23 de agosto: San Felipe Benicio

San Felipe Benicio
San Felipe Benicio

23 de agosto

San Felipe Benicio, confesor

(† 1285)

El humildísimo y gloriosísimo siervo de María, san Felipe Benicio, nació de ilustres padres en la ciudad de Florencia, el día de la Asunción de nuestra Señora, y día en que nació en la misma ciudad la esclarecida Religión de los siervos de María, como quien venía al mundo para gran siervo de esta soberana Virgen y para lustre y ornamento grande de la Orden de sus siervos.

Habiendo aprendido las primeras letras fue enviado de sus padres a la universidad de París, donde cursó nueve años, y se graduó de filosofía y medicina, siguiendo en esta facultad a Diego, su padre.

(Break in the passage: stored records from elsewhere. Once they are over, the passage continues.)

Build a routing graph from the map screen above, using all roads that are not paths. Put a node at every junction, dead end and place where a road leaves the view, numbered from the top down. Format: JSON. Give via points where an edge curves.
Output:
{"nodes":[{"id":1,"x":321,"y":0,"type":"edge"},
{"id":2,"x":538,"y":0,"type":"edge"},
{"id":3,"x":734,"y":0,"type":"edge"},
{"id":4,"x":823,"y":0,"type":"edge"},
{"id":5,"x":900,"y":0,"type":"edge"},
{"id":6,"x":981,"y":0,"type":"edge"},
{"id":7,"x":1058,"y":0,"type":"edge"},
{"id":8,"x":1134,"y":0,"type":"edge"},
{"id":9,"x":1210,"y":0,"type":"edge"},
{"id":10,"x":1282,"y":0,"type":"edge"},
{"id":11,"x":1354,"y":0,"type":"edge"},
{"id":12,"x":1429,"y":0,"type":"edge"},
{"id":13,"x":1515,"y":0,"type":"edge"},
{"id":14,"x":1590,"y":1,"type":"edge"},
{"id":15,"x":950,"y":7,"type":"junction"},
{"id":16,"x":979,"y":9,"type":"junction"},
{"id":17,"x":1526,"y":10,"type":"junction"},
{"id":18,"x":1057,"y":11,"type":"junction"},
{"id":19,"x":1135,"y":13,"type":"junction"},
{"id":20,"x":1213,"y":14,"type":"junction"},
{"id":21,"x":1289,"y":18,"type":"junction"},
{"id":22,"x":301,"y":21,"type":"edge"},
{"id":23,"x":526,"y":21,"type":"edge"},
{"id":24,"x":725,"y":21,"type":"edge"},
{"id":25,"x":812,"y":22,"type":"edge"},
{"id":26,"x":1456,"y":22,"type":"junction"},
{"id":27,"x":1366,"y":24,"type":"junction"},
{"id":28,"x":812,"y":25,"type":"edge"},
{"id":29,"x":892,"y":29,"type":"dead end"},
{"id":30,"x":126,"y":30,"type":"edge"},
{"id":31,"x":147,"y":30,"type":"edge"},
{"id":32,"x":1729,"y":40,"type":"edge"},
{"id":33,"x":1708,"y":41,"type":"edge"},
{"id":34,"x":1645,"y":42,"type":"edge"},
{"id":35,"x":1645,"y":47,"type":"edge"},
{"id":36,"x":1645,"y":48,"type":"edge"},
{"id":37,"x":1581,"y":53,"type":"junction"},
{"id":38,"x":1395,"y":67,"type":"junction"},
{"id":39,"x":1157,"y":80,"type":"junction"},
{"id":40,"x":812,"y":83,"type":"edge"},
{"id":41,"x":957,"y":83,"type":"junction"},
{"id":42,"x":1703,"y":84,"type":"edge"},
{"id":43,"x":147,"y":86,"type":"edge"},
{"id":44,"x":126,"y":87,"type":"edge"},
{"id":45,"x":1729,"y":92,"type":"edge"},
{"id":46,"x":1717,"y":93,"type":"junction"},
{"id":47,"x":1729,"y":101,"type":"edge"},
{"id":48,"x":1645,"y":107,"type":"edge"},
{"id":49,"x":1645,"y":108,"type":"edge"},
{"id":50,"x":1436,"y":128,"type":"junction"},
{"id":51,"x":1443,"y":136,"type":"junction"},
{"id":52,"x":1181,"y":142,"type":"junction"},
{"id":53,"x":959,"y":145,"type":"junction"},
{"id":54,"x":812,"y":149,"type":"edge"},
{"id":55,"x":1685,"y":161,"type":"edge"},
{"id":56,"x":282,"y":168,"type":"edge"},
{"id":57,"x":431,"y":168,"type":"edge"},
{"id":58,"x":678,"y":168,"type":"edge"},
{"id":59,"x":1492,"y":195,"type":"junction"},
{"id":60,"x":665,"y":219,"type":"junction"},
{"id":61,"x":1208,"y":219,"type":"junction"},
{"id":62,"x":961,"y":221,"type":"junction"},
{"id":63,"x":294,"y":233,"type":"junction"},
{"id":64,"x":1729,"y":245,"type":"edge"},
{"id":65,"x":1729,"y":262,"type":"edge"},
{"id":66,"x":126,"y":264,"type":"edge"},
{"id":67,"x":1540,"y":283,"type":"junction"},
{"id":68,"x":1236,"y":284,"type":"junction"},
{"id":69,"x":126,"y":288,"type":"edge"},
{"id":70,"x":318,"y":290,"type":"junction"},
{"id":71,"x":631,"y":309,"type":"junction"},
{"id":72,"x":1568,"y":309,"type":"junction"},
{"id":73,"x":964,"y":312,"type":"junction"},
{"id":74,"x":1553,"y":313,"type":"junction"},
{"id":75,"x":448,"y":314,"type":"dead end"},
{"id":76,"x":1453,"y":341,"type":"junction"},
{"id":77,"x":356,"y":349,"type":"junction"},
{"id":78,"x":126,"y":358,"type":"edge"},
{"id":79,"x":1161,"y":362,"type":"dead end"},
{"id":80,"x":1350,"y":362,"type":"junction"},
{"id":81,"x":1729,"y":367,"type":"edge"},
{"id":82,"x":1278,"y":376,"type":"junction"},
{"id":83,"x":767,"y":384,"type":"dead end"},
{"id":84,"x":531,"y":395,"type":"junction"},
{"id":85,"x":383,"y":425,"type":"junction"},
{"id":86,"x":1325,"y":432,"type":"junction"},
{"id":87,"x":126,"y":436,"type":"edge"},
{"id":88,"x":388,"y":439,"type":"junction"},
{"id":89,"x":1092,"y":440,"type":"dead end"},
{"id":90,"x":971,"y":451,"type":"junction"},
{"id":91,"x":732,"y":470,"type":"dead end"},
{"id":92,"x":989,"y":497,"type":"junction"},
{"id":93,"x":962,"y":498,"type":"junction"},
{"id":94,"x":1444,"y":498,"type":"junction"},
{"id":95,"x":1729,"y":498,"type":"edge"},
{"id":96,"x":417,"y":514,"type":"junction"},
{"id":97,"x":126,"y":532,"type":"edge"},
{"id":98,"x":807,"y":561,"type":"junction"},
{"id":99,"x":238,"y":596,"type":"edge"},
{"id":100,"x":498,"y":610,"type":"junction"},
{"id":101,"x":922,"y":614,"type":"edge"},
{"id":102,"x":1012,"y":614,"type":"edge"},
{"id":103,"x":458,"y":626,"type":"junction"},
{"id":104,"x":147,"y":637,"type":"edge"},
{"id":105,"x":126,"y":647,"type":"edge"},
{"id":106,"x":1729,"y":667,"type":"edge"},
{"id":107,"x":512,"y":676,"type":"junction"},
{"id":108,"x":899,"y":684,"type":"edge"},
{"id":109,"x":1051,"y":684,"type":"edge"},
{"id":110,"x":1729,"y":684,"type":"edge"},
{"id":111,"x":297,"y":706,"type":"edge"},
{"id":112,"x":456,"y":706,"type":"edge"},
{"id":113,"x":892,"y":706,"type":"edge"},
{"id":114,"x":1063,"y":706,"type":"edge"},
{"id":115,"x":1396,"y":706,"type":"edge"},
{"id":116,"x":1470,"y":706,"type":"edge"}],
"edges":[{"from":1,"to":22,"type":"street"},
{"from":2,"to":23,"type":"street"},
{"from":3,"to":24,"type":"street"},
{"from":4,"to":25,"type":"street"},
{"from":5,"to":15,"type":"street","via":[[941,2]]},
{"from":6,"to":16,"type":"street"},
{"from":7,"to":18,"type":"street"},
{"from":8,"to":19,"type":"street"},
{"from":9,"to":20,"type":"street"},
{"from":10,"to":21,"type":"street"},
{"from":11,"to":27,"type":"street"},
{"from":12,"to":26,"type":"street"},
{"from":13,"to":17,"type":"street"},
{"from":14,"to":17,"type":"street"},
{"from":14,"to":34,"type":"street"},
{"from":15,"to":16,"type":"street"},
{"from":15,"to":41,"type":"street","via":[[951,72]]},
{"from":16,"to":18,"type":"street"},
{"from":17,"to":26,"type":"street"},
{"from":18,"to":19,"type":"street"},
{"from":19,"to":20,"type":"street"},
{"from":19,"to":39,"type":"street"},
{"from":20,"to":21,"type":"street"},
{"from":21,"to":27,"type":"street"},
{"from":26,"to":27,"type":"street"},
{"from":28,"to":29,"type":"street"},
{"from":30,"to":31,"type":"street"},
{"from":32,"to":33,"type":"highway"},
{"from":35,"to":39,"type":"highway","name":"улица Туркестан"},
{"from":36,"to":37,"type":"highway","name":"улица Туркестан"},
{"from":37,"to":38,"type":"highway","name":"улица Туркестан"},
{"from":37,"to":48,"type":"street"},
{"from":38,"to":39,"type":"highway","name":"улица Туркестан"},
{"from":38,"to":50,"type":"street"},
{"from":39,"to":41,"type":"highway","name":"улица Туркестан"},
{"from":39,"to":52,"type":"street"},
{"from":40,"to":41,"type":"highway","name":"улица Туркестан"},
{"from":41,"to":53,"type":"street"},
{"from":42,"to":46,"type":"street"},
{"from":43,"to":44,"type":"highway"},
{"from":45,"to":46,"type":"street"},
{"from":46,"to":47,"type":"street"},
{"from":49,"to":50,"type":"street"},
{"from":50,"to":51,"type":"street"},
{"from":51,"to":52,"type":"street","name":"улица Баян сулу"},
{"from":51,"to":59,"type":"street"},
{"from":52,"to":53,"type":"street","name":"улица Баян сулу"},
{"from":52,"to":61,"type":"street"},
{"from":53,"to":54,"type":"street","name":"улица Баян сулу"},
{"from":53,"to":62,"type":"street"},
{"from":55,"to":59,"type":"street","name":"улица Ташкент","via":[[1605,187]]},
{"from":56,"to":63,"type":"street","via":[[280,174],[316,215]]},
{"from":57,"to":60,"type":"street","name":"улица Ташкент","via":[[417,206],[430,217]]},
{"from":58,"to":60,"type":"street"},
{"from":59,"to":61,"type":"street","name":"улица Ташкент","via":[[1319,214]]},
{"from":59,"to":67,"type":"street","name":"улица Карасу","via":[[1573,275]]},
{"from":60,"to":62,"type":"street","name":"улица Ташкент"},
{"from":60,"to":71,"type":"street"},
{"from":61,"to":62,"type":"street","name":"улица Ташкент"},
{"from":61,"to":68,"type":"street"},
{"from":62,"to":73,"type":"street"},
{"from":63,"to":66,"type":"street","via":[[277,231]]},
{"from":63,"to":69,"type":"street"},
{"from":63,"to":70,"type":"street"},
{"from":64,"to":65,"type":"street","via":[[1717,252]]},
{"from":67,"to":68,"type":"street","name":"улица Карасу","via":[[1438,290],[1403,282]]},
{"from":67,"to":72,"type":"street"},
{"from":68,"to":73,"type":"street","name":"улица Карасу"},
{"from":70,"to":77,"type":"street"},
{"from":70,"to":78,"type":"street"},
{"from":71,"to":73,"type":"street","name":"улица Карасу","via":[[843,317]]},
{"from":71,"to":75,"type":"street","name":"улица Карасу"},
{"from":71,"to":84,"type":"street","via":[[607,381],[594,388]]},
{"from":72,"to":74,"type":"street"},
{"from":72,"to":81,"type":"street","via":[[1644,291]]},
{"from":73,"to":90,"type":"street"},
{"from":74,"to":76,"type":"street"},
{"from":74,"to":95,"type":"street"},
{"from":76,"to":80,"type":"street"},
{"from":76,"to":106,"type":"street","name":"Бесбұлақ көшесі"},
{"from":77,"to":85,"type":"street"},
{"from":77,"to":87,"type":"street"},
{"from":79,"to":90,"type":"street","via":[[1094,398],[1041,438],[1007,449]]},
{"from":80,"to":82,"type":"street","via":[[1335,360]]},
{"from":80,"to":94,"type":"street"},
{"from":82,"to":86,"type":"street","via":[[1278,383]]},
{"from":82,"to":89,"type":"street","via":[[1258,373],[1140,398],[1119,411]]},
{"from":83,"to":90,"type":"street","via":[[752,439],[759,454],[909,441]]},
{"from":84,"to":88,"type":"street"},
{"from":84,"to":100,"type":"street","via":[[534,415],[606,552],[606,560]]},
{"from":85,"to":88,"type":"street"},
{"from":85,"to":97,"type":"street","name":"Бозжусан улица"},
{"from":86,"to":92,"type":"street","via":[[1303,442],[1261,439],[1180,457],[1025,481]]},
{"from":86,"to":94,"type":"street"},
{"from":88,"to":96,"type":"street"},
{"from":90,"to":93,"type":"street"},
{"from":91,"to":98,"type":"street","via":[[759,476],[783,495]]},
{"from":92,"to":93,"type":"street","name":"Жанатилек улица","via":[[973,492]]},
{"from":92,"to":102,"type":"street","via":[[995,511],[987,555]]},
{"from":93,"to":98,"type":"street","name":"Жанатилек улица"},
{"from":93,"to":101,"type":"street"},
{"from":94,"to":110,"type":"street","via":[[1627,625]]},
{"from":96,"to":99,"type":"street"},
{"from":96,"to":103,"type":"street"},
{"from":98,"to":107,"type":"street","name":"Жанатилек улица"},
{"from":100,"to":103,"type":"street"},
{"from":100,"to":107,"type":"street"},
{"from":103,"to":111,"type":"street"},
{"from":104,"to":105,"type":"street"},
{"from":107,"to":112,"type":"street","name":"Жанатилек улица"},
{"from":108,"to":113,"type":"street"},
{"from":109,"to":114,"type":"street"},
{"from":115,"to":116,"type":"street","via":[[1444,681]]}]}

Vuelto a su casa, frecuentaba la iglesia de los padres servitas, llamada la Anunciata. Apareciósele una noche la Virgen y le dijo: “Felipe: ve por la mañana a mis siervos, y sabrás lo que has de hacer para ser fiel siervo mío”.

Postróse Felipe delante del prior, y con humildad y lágrimas le pidió el hábito de los Siervos de María; y ocultando lo que había estudiado, quiso ser religioso lego. Pero Dios le descubrió más tarde al mundo, y avisado su General por dos religiosos dominicos, del tesoro de sabiduría del santo lego, hízole ordenar de sacerdote, y después el capítulo general le eligió por prior de toda la Orden; y aun algunos años después por muerte de Clemente IV, deseaban los cardenales que fuese puesto en la silla de san Pedro.

Pero el humildísimo siervo de María dijo con espíritu profético al cardenal Otobono, que le instaba a aceptar la dignidad de sumo pastor de la Iglesia: “Yo no seré pontífice, y vuestra eminencia sí; aunque gobernará pocos días la Iglesia”. Y así sucedió; porque Otobono que en su asunción se llamó Adriano V, no vivió cuarenta días en el pontificado; y el santo estuvo escondido en las asperezas del monte Juniato por espacio de tres meses hasta que fue elegido sumo pontífice Gregorio X.

Envióle este papa a Pistoya a sosegar los célebres bandos, de los güelfos y gibelinos, y no solo los sosegó, sino ganó para su religión al capitán de la facción gibelina; y Nicolás III le mandó a Alemania para que con su predicación desterrase las herejías y pacificase las guerras civiles que tenían muy afligido el imperio.

Era tal la eficacia de su predicación, confirmada a veces con asombrosos milagros, que ganaba todos los corazones de los que le oían: con que convirtió casi innumerables herejes a la fe, y pecadores a penitencia, y trajo a su religión más de diez mil personas, fuera de los Terceros, que fueron en excesivo número.

Llegándose a la ciudad de Todi, en la Toscana, montado en un jumentillo, le salieron a recibir al camino con ramos de oliva y aclamaciones, diciendo a voces: Bendito el que viene en el nombre del Señor, y entonces profetizando él su próxima muerte, dijo: Haec requies mea in saeculum saeculi. Aquí será mi descanso por los siglos de los siglos; y en efecto, pocos días después, falleció a la edad de cincuenta y dos años, llenándose todo el convento de suavísima fragancia, y despidiendo su rostro grande claridad en las tinieblas de la noche.

Reflexión: Negando una mujer incrédula los milagros de san Felipe, por justo castigo de Dios quedó de repente muda. Reconociendo que aquel era castigo de Dios, pidió perdón al santo y luego cobró el uso de la lengua que empleó después toda la vida en sus alabanzas. Sirva este caso de ejemplo para saber con qué reverencia debemos hablar siempre de los santos. ¡Cuánto más vale imitar sus virtudes, que medirlas con nuestra cortedad y tibieza!

Oración: Oh Dios, que por medio de tu confesor el bienaventurado Felipe, nos diste tan insigne ejemplo de humildad; concede a tus siervos la gracia de menospreciar las honras de la tierra, y buscar solamente las del cielo. Por Jesucristo, nuestro Señor. Amén.